Francis P. Meehan, of Newark, for appellant.

Walter P. Reilly and James L. Handford, both of Newark, for respondent.

PERSKIE, Justice.

Three interrelated questions of prime importance require decision in this cause.

1. By R.S. 17:12-53, N.J.S.A. 17:12-53, Source, L.1925, c. 65, § 52, p. 212, as amended by L.1932, c. 102, § 1, p. 175, L.1935, c. 59, § 11, p. 153, L.1936, c. 118, § 4, p. 295, the legislature prescribed the method and order to be employed by building and loan associations for the payment of maturities and withdrawals, and prohibited suit against such associations by any member thereof to recover the maturity or withdrawal value of his share so long as the funds in the treasury of the association are applied as required by the statute. Is this statute constitutional as applied to a member who, as plaintiff here, gave notice for the withdrawal value of his prepaid shares prior to its passage?

2. By chapters 48, 166, 258 and 381 of P.L.1933, now R.S.Appendix A:7-3 to 7, N. J.S.A. Appendix A:7-3 to Appendix A:7-7, the legislature, declaring the existence of a public emergency by reason of a prolonged period of economic depression, conferred additional powers on the Commissioner of Banking and Insurance "to make orders for the purpose of conserving the assets of the building and loan associations of this state." Is this statute constitutional?

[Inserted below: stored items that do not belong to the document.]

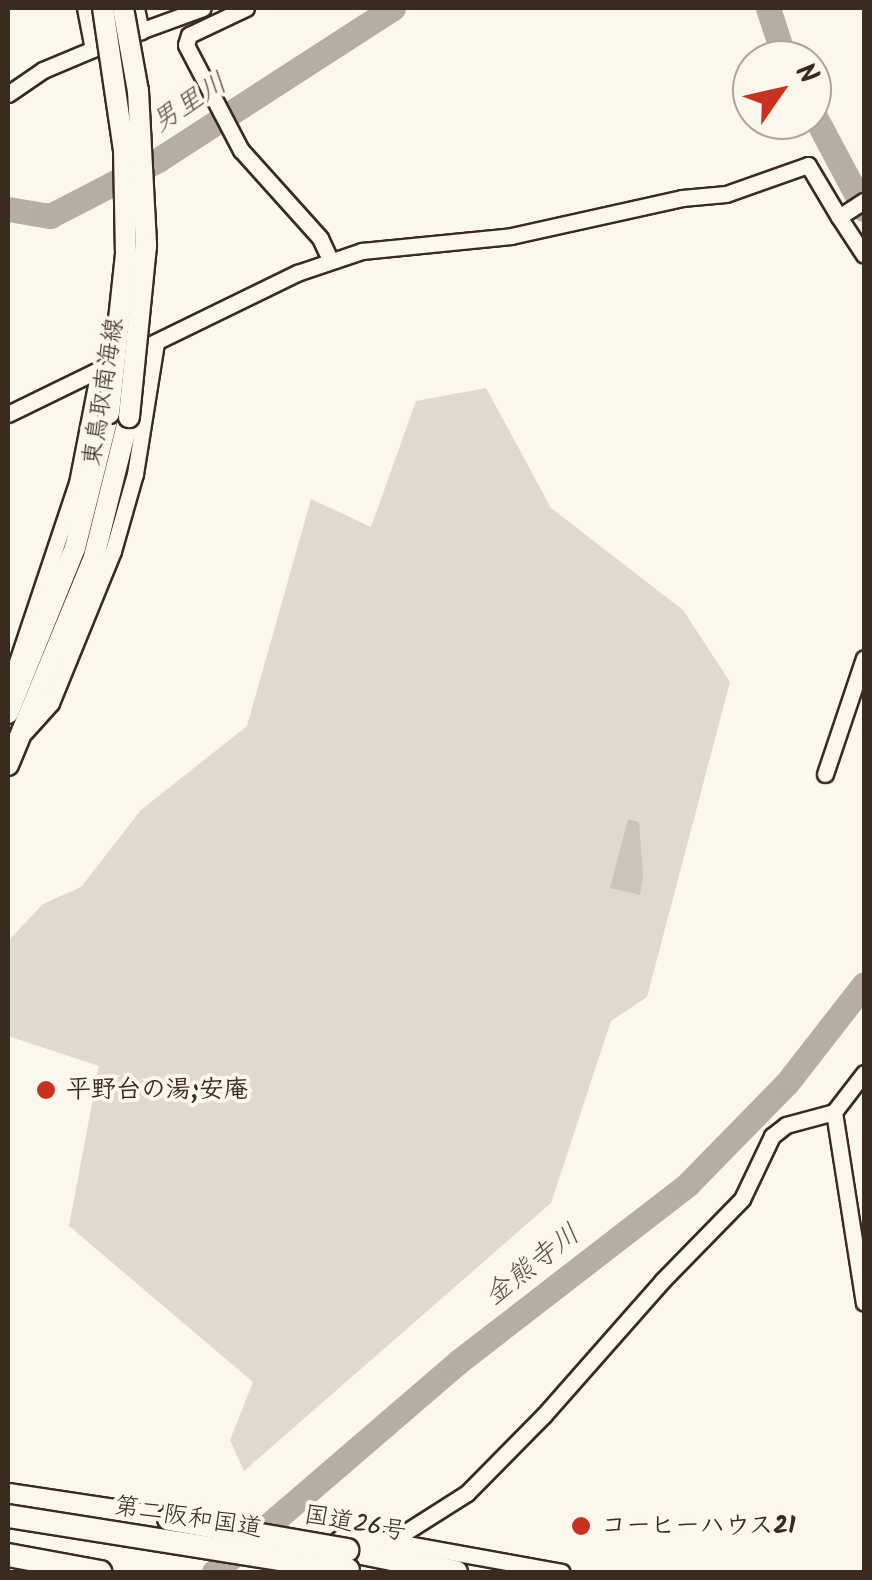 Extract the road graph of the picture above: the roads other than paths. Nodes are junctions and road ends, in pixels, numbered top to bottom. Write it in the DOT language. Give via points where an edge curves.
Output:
graph roads {
  1 [pos="86,8"];
  2 [pos="103,8"];
  3 [pos="123,8"];
  4 [pos="136,8"];
  5 [pos="203,8"];
  6 [pos="246,8"];
  7 [pos="141,31"];
  8 [pos="93,49"];
  9 [pos="8,94"];
  10 [pos="864,201"];
  11 [pos="843,214"];
  12 [pos="864,255"];
  13 [pos="330,260"];
  14 [pos="156,343"];
  15 [pos="99,370"];
  16 [pos="8,414"];
  17 [pos="119,415"];
  18 [pos="864,658"];
  19 [pos="8,688"];
  20 [pos="8,712"];
  21 [pos="18,740"];
  22 [pos="8,765"];
  23 [pos="825,774"];
  24 [pos="864,1073"];
  25 [pos="834,1112"];
  26 [pos="863,1279"];
  27 [pos="864,1303"];
  28 [pos="8,1495"];
  29 [pos="8,1516"];
  30 [pos="393,1540"];
  31 [pos="8,1554"];
  32 [pos="352,1564"];
  33 [pos="100,1572"];
  34 [pos="298,1572"];
  35 [pos="456,1572"];
  36 [pos="562,1572"];
  1 -- 8 [label="street"];
  2 -- 17 [label="main road, 東鳥取南海線, bridge" via="124,150"];
  3 -- 17 [label="main road, 東鳥取南海線, bridge" via="138,91 146,227"];
  4 -- 7 [label="street"];
  5 -- 7 [label="street"];
  6 -- 13 [label="street" via="189,35 186,45 241,150 320,238"];
  7 -- 8 [label="street"];
  8 -- 9 [label="street"];
  10 -- 11 [label="street"];
  11 -- 12 [label="street"];
  11 -- 13 [label="street" via="808,165 726,194 511,236"];
  13 -- 14 [label="street"];
  14 -- 15 [label="street"];
  14 -- 21 [label="street" via="135,474 113,551 51,704"];
  15 -- 16 [label="street"];
  15 -- 19 [label="street" via="77,483"];
  17 -- 20 [label="main road, 東鳥取南海線" via="75,548"];
  17 -- 21 [label="main road, 東鳥取南海線" via="94,556"];
  18 -- 23 [label="street"];
  21 -- 22 [label="main road, 東鳥取南海線"];
  24 -- 25 [label="street"];
  25 -- 26 [label="street"];
  25 -- 30 [label="street" via="786,1125 772,1136 742,1199 544,1415 468,1493"];
  26 -- 27 [label="street"];
  28 -- 32 [label="highway, 国道26号, bridge" via="169,1519"];
  29 -- 32 [label="highway, 第二阪和国道, bridge"];
  30 -- 34 [label="street" via="346,1533"];
  30 -- 36 [label="street"];
  31 -- 33 [label="highway"];
  32 -- 35 [label="highway, 国道26号"];
} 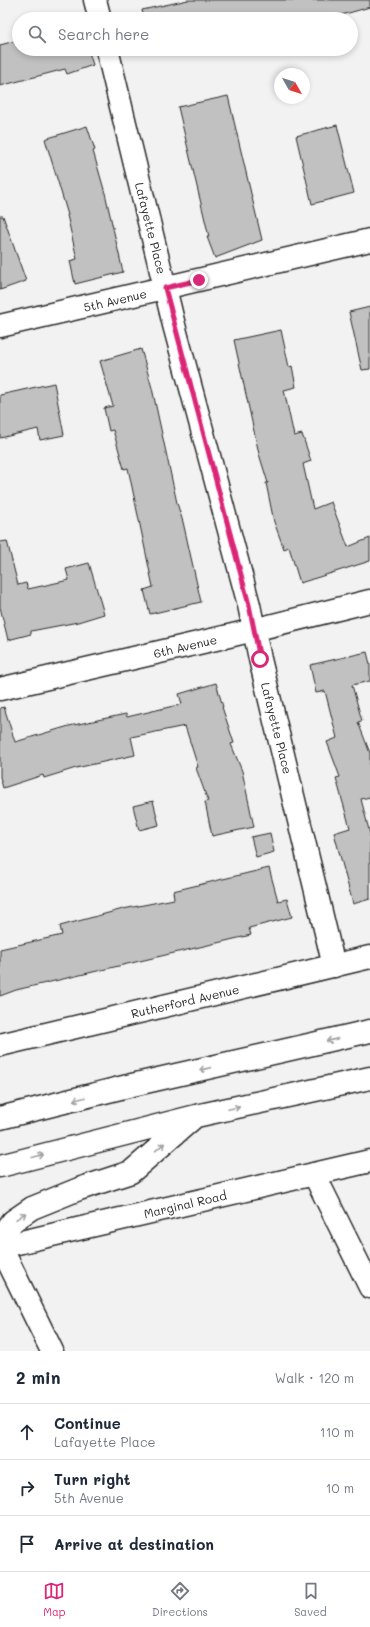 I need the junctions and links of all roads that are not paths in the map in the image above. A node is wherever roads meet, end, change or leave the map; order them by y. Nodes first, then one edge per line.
1 (95, 0) edge
2 (98, 12) edge
3 (109, 56) edge
4 (370, 240) edge
5 (165, 288) junction
6 (0, 326) edge
7 (370, 601) edge
8 (254, 630) junction
9 (0, 690) edge
10 (370, 957) edge
11 (334, 966) junction
12 (370, 1031) edge
13 (0, 1044) edge
14 (370, 1078) edge
15 (196, 1116) junction
16 (0, 1118) edge
17 (370, 1161) edge
18 (0, 1166) edge
19 (314, 1174) junction
20 (1, 1247) edge
21 (370, 1288) edge
22 (52, 1351) edge

1 - 2 main road
3 - 5 main road, Lafayette Place
4 - 5 main road, 5th Avenue
5 - 6 main road, 5th Avenue
5 - 8 main road, Lafayette Place
7 - 8 main road, 6th Avenue
8 - 9 main road, 6th Avenue
8 - 11 main road, Lafayette Place
10 - 11 main road, Rutherford Avenue
11 - 13 main road, Rutherford Avenue
12 -> 16 main road
15 -> 14 main road
18 -> 15 main road
20 -> 15 main road
17 - 19 main road, Marginal Road
19 - 20 main road, Marginal Road
19 - 21 main road
20 - 22 main road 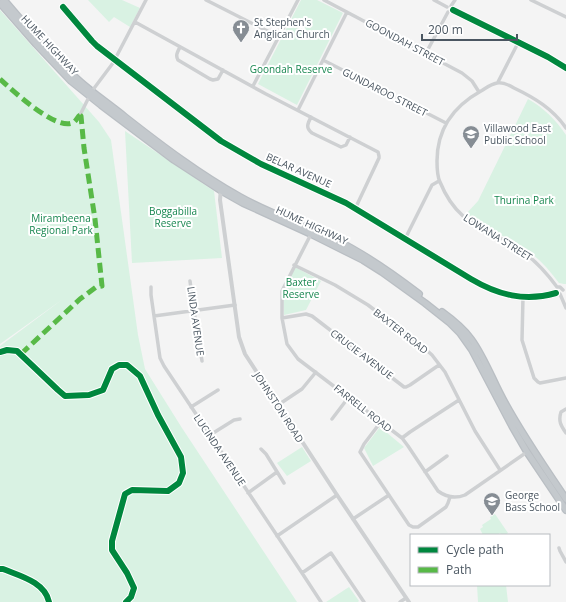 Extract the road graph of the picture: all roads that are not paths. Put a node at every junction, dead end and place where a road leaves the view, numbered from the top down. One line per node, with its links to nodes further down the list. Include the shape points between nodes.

3. The Commissioner of Banking and Insurance by an order (Number One-A) made, on March 14, 1933, in pursuance of C. 48, L.1933, imposed restrictions and limitations upon the operation of defendant association, and prohibited suit against such association by any member thereof to recover the maturity or withdrawal value of his shares so long as the defendant association complied with this and subsequent orders of the Commissioner of Banking and Insurance, hereafter referred to as Commissioner. By this order plaintiff was prohibited from bringing his action against defendant association. Is this order constitutional?

Plaintiff, on October 7, 1931, purchased ten prepaid shares in the defendant building and loan association. Each share had a par value of $200 and provided, inter alia, that it "shall bear interest at 6 per cent per annum"; that it may be "called in and cancelled" by defendant upon giving "30 days written notice to the owner upon the payment of par value and interest to date of cancellation", and that the shares may be surrendered at any time subject to the provisions of defendant's constitution and amendments thereto.

On April 19, 1932, plaintiff gave the defendant written notice of the withdrawal of said shares in accordance with the provisions of P.L.1925, c. 65, § 52. This statute, in existence both at the time the plaintiff purchased his shares and at the time he gave his withdrawal notice, provided, amongst other things, that "* * * in no case shall payment be postponed for a period longer than six months from the date of such notice, and any member who has given the said notice may sue for and recover the withdrawal value of his shares in any such association in any court of competent jurisdiction, if the same is not paid in six months from the date of the giving of said notice of withdrawal. * * *" Accordingly, not having been paid by defendant, plaintiff brought suit in the Supreme Court, Essex County, on June 12, 1934 alleging defendant association's solvency and seeking judgment for $2,000 with interest from October 7, 1931.

Plaintiff, in his complaint, anticipated defendant's defenses, namely, that defendant was operating under R.S. 17:12-49 and R.S. 17:12-50, N.J.S.A. 17:12-49, and 17:12-50, Source L.1925, c. 65, § 49, p. 211, as amended by L.1932, c. 92, § 1, p. 161, L.1935, c. 59, § 10, p. 152; R.S. 17:12-53, N.J.S.A. 17:12-53, Source L.1925, c. 65, § 52, p. 212, as amended by L.1932, c. 102, § 1, p. 175, L.1035, c. 59, § 11, p. 153, L.1936, c. 118, § 4, p. 295. By the provisions of these amendments plaintiff, because of the financial condition of the defendant association, was, for the time being, precluded from maintaining his suit for the recovery of the value of his prepaid shares. The first of these amendments, C. 102, L.1932, p. 175, had become effective on April 22, 1932—three days after plaintiff's notice of withdrawal. Plaintiff thus alleged, in substance, that in so far as these statutes affected his right presently to recover in accordance with L.1925, c. 65, § 52, they deprived him of his vested rights, i. e., they impaired the obligation of his contract with defendant association, contrary to the provisions of both the State and Federal Constitutions. New Jersey Constitution, Article 4, § 7, par. 3, N.J.S.A.; United States Constitution, Article 1, § 10, and the Fourteenth Amendment thereto.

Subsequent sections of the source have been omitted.